Terps' Simpkins steps up his game, quiets whispers GUARDING THE POINT

January 11, 1994|By Don Markus | Don Markus,Staff Writer

College Park -- The whispers began when Duane Simpkins made the McDonald's All-America team his senior year at DeMatha High School. They continued during his freshman season at Maryland, when Simpkins spent a lot more time brooding on the bench than contributing on the court.



Over his head.

The whispers returned this season, when Simpkins, now Maryland's starting point guard, took a couple of steps backward after hitting the shot that beat Georgetown in overtime in the opener. And not only did Simpkins hear the same, tired whispers, but also new ones about who was going to replace him in the lineup next season.

"Right before the Towson State game, there were rumors of certain players coming in here -- Michael Lloyd or maybe a couple of other guys," Simpkins recalled before practice yesterday. "I said to myself, 'Let's step it up.' "

Going into tonight's Atlantic Coast Conference game against Florida State (7-3, 0-2) at Cole Field House, Simpkins has done just that for Maryland (8-3, 1-1). Completely recovered from a preseason ankle injury that slowed his progress, the 6-foot, 170-pound sophomore from Fort Washington has quieted the whispers and has begun to erase the doubts.

"After what he's done against two of the best guards in the country -- Travis Best and Derrick Phelps -- people have to start respecting Duane for his ability to keep the ball in play and keep us in our offense," said Maryland coach Gary Williams. "He's done as good a job as anybody [in the ACC]. I don't think he could have done this two months ago. Whatever he's done to turn it around has been very positive."

It was Simpkins' early long-distance shooting against then-12th-ranked Georgia Tech that led to a 91-88 road upset. It was his fearless forays into the lane that helped the Terps stay competitive during a 75-70 loss to then-No. 2 (and now top-ranked) North Carolina Saturday at home.

"I don't have the talent that a lot of the guys do," said Simpkins, who has scored 18 points in each of his past three games -- his career high -- to bring his average up to 10.2. "But I have a pretty good work ethic. And the fact that I have a lot of confidence is to my advantage."

That is part of the game Simpkins never has lacked. From his days growing up in Southeast Washington, playing against older brother Sylvester and his friends, to his years at DeMatha, where he led the Stags to an 87-10 record and once told Georgia Tech assistant Sherman Dillard that "I'm going to be the next Kenny Anderson."

Simpkins can laugh at that statement now, but he doesn't totally discount making it. "That's the kind of mind-set you had to have as a player growing up in Southeast," said Simpkins, 19. "I know now that Kenny Anderson is in a different world, but that's the attitude you had to have. Even after I moved when my mother passed away, I took that with me. You can take the kid out of the city, but you can't take the city out of the kid."
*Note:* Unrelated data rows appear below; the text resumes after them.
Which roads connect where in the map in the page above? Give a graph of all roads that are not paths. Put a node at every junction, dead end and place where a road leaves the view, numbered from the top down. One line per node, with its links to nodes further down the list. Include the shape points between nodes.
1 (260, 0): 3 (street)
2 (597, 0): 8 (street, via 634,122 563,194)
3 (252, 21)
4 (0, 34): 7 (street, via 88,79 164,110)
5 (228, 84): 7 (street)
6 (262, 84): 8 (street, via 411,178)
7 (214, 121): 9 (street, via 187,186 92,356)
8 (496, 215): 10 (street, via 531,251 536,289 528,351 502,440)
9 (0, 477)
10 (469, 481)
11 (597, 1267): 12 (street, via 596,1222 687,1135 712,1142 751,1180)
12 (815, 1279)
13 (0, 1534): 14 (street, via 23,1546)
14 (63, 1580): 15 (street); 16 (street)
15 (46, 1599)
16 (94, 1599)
It was Olivia Simpkins' death from breast cancer at age 32 that greatly shaped Duane Simpkins' world. Raised alone by his father, Sylvester Sr., the youngest member of the Simpkins family -- 9 when his mother died -- was forced to gain a perspective on life that few kids his age are asked to take until they are much older.

It certainly helped him last season, when Williams' loyalty to senior Kevin McLinton and Simpkins' tentativeness led to little playing time. Eventually, it led to Simpkins' thinking seriously about transferring at midseason, before his father told him to be patient.
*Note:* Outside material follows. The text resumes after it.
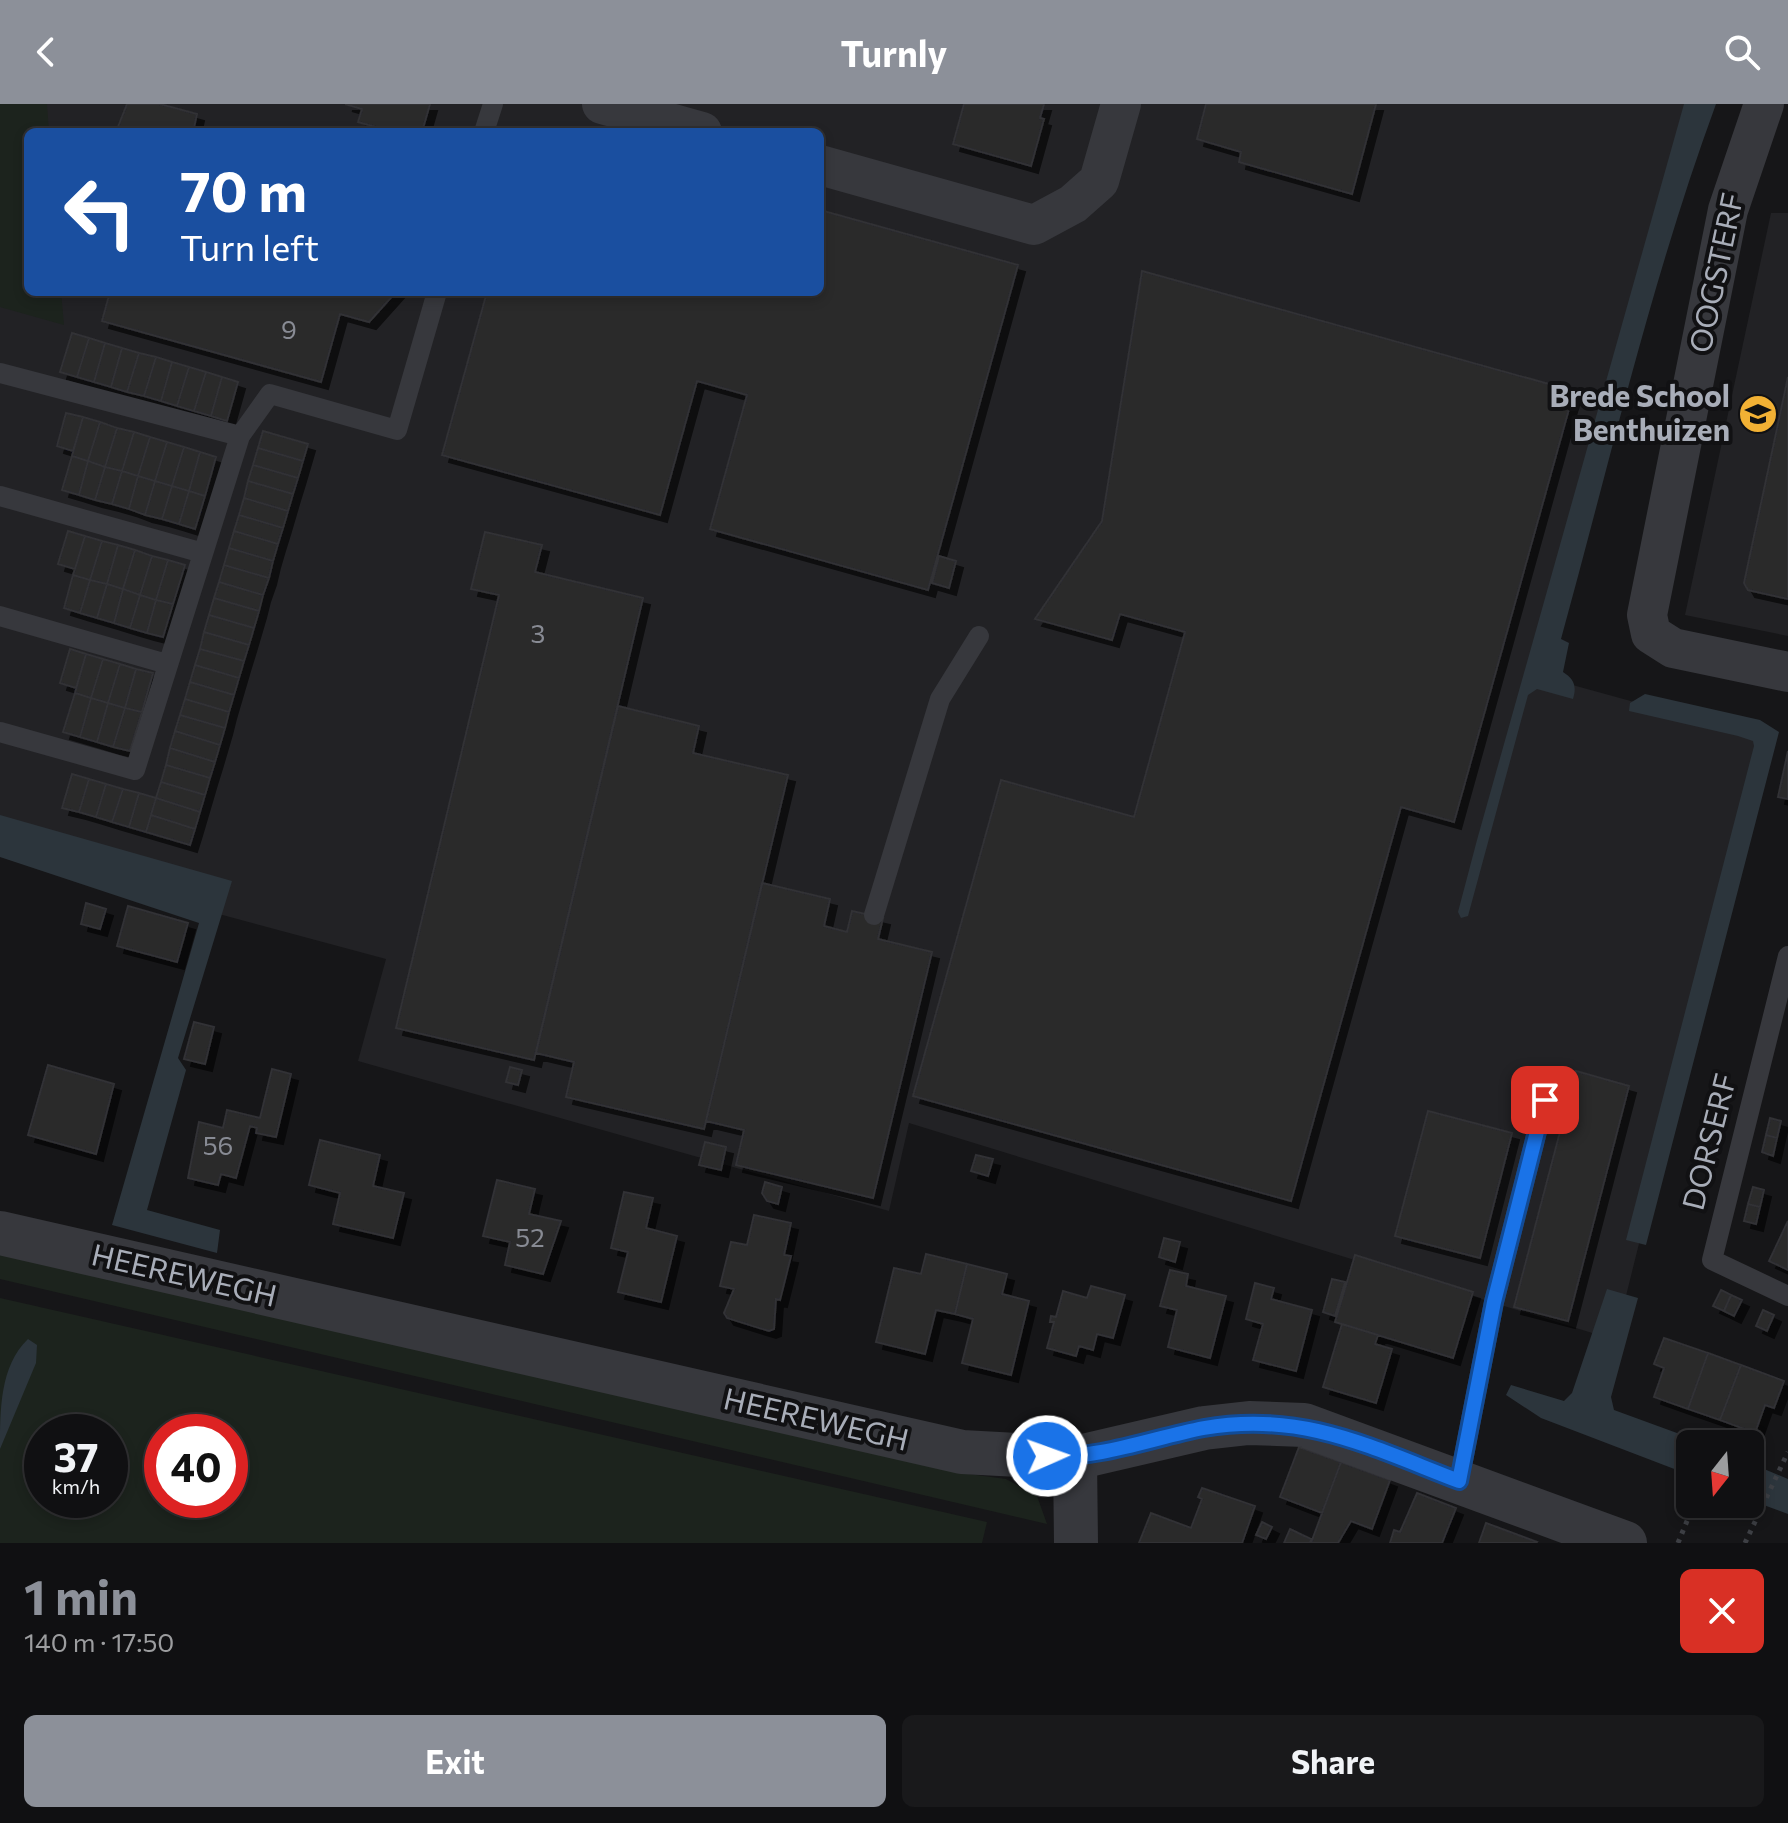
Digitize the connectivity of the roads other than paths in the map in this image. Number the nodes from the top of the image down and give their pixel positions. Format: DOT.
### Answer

"I've had some adversity before, but it was never from a lack of playing time," said Simpkins, who averaged a little under 11 minutes a game. "But I told my father that last year couldn't have been the worst thing that ever happened to me because the worst thing has already happened."

Said the elder Simpkins: "Last year was very trying for him, but like all of us, we need to be reminded of more important things. But what he is doing now he has done before. He just hasn't done it at this level."

Certainly, there are parts of his game that need improvement. His assist-to-turnover ratio is 1.4-to-1. His outside shooting seems to be feast (five of six on three-pointers against Georgia Tech) or famine (zero of six against North Carolina).

But given that he is only 11 games into his sophomore season, which is more like his freshman year (he's already played four more minutes than in all of 1992-93), Simpkins is starting to live up to the hype. Though he still can hear echoes of those whispers and still sense the residue of those doubts, this recent stretch has gone a long way to secure his future at Maryland.

"I'm used to playing in the big-type games, coming from DeMatha," said Simpkins. "Early in the season, I didn't seem to put out as much against the smaller schools as I probably should have. But this is what I came to Maryland for, to be the point guard."

Maybe an even underrated point guard, at that.